= Beginning of Section =

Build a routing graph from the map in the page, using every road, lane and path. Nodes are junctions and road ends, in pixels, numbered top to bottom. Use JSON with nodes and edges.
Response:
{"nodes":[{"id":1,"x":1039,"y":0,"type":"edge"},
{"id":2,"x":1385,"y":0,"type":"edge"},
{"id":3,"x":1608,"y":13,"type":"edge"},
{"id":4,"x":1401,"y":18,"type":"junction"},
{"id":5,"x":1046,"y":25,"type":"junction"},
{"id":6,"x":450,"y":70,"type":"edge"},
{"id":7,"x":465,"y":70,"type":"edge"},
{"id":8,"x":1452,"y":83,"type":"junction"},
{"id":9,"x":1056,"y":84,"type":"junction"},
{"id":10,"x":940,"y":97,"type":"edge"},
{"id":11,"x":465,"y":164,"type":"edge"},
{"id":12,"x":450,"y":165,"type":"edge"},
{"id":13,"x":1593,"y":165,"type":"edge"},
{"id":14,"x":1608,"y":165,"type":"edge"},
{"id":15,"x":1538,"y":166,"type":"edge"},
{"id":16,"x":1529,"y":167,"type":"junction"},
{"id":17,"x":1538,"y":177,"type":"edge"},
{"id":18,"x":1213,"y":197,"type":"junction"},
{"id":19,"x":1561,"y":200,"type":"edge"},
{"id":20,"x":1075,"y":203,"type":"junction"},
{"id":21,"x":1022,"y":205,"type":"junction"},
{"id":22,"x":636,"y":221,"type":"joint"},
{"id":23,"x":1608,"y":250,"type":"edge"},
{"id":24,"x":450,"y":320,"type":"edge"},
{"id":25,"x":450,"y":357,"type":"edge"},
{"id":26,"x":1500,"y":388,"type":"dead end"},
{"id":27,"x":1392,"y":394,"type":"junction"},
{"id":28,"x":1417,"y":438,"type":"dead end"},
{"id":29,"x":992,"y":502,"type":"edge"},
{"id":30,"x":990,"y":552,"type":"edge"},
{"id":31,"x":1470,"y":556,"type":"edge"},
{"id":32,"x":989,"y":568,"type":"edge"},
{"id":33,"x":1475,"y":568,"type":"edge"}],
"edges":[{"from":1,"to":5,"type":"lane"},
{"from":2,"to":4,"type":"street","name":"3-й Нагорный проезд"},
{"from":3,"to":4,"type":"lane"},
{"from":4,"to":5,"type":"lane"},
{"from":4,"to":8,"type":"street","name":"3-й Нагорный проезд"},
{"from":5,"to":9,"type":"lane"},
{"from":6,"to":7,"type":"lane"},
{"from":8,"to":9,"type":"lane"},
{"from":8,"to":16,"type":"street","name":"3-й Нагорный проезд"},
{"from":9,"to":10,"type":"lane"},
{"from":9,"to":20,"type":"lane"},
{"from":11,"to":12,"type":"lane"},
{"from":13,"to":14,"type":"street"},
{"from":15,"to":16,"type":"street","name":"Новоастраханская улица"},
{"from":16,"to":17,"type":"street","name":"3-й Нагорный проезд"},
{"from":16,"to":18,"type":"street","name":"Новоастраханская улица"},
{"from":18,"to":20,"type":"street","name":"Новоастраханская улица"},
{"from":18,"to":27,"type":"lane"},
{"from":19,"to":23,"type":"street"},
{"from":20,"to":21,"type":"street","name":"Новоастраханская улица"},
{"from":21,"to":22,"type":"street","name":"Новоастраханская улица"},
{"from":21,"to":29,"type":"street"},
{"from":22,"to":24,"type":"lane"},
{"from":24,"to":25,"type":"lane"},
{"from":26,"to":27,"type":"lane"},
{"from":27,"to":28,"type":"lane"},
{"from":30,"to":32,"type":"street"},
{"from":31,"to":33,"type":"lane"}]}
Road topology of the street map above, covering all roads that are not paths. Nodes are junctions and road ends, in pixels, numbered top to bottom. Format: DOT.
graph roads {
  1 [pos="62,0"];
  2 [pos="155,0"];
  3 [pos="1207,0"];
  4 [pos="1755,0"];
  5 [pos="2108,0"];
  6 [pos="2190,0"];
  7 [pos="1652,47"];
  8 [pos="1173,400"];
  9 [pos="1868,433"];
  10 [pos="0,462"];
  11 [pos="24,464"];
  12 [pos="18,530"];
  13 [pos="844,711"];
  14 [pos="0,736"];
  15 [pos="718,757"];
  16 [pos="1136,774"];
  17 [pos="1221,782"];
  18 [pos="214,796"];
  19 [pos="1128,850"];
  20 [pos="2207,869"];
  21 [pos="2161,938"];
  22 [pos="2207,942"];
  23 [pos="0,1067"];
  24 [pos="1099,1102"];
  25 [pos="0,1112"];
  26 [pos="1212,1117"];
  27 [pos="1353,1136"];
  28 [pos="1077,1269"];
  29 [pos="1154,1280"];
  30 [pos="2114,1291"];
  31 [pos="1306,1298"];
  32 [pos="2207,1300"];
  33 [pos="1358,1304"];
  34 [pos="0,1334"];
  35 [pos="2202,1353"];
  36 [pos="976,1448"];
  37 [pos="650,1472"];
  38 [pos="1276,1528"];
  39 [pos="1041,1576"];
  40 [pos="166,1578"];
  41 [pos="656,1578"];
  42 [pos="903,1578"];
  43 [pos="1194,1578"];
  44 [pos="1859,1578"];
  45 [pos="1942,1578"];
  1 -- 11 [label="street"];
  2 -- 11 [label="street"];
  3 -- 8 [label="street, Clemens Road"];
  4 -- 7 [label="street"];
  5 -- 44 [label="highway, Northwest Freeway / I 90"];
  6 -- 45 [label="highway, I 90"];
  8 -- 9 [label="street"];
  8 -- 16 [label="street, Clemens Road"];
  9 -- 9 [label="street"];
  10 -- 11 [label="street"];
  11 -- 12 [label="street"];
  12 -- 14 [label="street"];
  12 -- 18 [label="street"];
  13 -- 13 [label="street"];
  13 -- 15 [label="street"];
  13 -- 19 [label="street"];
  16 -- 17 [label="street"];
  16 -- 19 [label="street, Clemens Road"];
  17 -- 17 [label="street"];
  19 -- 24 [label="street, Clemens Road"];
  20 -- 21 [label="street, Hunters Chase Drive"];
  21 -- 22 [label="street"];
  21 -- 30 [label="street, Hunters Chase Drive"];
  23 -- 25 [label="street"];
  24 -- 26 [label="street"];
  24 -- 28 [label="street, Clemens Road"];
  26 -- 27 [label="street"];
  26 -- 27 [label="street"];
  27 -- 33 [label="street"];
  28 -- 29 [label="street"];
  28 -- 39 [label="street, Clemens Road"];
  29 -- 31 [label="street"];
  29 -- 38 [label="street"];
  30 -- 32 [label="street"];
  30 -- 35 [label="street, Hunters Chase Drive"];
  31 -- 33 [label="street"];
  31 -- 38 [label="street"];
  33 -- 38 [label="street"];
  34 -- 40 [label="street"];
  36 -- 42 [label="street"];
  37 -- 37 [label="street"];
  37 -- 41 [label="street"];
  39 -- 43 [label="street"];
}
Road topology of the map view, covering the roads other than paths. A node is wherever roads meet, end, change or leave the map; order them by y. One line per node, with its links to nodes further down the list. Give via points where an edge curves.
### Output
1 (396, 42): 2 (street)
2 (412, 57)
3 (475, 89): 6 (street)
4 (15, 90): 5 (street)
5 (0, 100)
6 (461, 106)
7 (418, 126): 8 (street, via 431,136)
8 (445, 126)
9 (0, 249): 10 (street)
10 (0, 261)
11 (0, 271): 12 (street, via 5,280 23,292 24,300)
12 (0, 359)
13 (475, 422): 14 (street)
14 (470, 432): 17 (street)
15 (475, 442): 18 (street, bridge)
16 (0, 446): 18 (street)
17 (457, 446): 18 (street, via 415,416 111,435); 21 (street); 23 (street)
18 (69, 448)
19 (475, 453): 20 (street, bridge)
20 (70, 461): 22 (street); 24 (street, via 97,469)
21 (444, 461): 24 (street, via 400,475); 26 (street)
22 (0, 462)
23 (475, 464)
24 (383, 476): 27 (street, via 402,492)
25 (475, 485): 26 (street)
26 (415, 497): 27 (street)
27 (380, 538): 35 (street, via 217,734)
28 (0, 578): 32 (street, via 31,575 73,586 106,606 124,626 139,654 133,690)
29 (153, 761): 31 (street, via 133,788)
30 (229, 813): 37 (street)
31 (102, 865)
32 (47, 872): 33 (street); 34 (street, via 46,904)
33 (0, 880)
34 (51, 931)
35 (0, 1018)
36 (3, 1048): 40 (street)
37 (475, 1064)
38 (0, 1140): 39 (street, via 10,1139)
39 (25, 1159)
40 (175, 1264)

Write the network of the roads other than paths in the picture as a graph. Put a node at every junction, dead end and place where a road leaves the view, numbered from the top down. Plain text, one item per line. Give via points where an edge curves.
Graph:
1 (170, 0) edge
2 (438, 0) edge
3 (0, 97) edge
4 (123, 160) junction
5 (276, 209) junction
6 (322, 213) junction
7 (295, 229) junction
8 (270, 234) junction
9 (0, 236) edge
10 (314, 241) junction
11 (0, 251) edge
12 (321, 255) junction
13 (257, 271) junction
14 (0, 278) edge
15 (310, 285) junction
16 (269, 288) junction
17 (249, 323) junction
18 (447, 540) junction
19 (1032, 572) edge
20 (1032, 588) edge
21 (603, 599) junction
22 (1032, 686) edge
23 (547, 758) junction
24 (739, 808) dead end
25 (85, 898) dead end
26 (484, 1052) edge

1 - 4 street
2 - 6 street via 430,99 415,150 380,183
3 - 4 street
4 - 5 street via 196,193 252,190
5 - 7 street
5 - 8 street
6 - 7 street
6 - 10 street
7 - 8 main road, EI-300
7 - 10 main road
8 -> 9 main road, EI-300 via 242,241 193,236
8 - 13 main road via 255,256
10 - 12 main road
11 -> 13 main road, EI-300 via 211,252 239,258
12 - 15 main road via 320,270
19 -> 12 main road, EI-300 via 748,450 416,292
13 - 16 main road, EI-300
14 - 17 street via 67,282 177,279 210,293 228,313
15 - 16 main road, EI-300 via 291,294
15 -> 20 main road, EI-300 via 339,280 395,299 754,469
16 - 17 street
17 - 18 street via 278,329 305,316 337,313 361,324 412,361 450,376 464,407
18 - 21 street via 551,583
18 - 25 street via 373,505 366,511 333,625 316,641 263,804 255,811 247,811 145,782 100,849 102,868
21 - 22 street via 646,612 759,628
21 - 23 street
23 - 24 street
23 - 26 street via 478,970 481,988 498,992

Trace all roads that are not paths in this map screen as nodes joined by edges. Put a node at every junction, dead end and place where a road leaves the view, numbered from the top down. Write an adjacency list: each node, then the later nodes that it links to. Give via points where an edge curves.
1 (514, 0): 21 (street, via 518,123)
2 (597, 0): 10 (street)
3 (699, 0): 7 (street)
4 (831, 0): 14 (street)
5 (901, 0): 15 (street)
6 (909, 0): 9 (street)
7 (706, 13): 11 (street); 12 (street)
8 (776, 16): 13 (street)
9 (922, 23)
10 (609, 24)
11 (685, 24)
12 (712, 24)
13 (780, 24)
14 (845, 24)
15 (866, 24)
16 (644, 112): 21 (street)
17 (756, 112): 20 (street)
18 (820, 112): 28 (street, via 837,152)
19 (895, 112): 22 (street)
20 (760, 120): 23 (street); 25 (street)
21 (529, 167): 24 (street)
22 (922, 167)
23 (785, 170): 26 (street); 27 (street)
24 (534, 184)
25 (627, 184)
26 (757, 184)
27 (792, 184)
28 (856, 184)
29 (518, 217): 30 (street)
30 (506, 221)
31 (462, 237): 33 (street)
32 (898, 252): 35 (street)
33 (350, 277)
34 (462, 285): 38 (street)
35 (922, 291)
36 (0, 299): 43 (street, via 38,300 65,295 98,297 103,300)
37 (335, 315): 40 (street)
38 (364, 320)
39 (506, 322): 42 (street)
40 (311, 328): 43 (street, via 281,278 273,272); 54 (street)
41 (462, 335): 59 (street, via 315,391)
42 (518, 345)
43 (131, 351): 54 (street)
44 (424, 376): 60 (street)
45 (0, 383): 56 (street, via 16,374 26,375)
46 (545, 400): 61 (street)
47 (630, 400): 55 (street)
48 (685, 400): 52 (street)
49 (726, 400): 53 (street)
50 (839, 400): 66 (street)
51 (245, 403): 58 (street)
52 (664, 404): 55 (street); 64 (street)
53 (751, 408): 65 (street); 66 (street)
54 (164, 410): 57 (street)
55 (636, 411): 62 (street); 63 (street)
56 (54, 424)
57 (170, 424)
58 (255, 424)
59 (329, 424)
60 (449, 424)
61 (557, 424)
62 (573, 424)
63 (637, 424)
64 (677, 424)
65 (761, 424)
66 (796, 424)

= End of Section =

TASK TO COMPLETE: Wherever the string "Drive" appears in the records above, copy the line it sits in.

ANSWER SPACE:
  20 -- 21 [label="street, Hunters Chase Drive"];
  21 -- 30 [label="street, Hunters Chase Drive"];
  30 -- 35 [label="street, Hunters Chase Drive"];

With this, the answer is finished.